Wer sich für die alljährliche Hausmesse den gewitzten Namen "Prague n Play" einfallen lässt, kann schon mal nicht grundsätzlich unkreativ sein. Auch 2011 lud der russische Marktführer 1C Company in die tschechische Hauptstadt, um uns auf den neuesten Stand über seine aktuellen Spiele zu bringen.
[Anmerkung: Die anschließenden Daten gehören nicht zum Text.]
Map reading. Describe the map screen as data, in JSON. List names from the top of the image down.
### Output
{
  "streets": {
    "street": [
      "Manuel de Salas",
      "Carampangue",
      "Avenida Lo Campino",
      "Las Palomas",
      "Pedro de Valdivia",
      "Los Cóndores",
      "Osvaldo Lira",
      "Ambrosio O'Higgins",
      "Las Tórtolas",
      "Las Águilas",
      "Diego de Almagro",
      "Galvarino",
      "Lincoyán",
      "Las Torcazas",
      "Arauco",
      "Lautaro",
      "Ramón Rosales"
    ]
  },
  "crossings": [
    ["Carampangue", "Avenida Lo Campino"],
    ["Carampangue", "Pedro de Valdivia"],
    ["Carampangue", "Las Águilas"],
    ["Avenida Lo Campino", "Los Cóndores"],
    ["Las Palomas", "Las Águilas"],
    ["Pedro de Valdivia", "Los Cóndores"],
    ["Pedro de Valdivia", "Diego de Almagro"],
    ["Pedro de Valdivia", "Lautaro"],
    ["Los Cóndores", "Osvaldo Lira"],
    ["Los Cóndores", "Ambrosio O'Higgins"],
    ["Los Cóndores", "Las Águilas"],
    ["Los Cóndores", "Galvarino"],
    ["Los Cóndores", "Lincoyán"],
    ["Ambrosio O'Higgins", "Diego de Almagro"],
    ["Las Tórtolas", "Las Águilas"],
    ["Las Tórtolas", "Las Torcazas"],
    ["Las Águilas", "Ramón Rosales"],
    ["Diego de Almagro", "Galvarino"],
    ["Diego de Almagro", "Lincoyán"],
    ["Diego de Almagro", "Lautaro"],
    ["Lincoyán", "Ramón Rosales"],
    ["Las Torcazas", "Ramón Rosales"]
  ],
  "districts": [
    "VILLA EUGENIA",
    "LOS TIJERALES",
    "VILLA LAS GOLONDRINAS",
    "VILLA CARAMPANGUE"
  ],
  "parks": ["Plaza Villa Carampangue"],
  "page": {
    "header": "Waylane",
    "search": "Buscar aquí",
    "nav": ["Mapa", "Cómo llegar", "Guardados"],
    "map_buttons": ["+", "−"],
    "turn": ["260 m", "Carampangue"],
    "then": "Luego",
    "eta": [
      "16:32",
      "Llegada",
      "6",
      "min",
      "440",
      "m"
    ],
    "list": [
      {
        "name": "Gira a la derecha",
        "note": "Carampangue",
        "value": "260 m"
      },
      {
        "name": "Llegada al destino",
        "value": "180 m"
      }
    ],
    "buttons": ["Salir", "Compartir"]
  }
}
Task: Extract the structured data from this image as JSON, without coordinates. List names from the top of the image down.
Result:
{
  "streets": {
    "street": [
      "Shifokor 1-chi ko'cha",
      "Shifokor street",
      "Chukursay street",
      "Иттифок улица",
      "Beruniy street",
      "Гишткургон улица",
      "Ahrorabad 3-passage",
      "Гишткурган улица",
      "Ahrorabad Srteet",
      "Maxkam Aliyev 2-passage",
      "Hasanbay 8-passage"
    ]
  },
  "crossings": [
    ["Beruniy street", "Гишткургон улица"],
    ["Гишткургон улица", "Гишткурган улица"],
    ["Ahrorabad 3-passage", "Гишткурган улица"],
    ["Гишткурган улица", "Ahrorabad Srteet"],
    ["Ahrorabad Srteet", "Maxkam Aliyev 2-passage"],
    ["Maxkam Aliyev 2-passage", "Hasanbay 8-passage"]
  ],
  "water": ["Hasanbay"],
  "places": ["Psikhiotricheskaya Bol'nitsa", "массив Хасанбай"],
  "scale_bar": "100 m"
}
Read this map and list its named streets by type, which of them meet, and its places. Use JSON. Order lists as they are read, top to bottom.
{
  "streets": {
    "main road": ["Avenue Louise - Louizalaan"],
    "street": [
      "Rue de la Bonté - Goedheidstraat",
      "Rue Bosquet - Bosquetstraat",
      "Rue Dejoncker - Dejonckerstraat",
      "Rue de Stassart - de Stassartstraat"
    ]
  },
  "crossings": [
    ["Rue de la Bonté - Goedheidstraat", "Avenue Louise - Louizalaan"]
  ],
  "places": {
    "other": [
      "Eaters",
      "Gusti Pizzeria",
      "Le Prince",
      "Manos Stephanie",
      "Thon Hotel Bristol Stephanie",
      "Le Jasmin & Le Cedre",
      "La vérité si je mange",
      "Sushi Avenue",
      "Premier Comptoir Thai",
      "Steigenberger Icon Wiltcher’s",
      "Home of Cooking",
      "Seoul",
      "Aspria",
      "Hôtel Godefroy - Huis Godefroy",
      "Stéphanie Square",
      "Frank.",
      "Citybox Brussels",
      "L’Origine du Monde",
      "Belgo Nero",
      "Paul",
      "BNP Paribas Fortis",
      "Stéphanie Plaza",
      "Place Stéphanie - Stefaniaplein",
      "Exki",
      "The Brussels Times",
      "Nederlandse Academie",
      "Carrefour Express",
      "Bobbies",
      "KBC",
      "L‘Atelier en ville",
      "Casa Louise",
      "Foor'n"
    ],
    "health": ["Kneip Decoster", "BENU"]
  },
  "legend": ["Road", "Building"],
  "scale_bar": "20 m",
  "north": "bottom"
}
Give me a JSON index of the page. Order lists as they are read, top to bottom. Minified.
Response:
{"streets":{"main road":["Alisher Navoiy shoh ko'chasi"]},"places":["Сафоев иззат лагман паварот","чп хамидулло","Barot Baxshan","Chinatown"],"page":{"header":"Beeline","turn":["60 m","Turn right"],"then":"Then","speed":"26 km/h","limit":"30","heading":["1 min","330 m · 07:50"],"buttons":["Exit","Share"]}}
Und auch wenn „Kreativität“ angesichts der bereits bekannten Spieleserien im Portfolio des Publishers – allein drei (!) neue „Men of War“-Spiele wurde gezeigt – nicht das naheliegendste Motto über der Veranstaltung war, entdeckten wir doch die eine oder andere Perle Schrägstrich Geheimtipp.

Royal Quest

„OMGJAFMMORPG!“, war meine erste Reaktion, und nein, nicht weil ich vor Langeweile mit dem Kopf auf die Tastatur geknallt war und dabei jenen zufälligen Buchstabensalat hinterließ. Mit „Oh mein Gott, just another f*ing MMORPG!“, quittierte ich die Ankündigung von Royal Quest, dem ersten Gehversuch des russischen Publisher in den ausgelatschten MMO-Tretern.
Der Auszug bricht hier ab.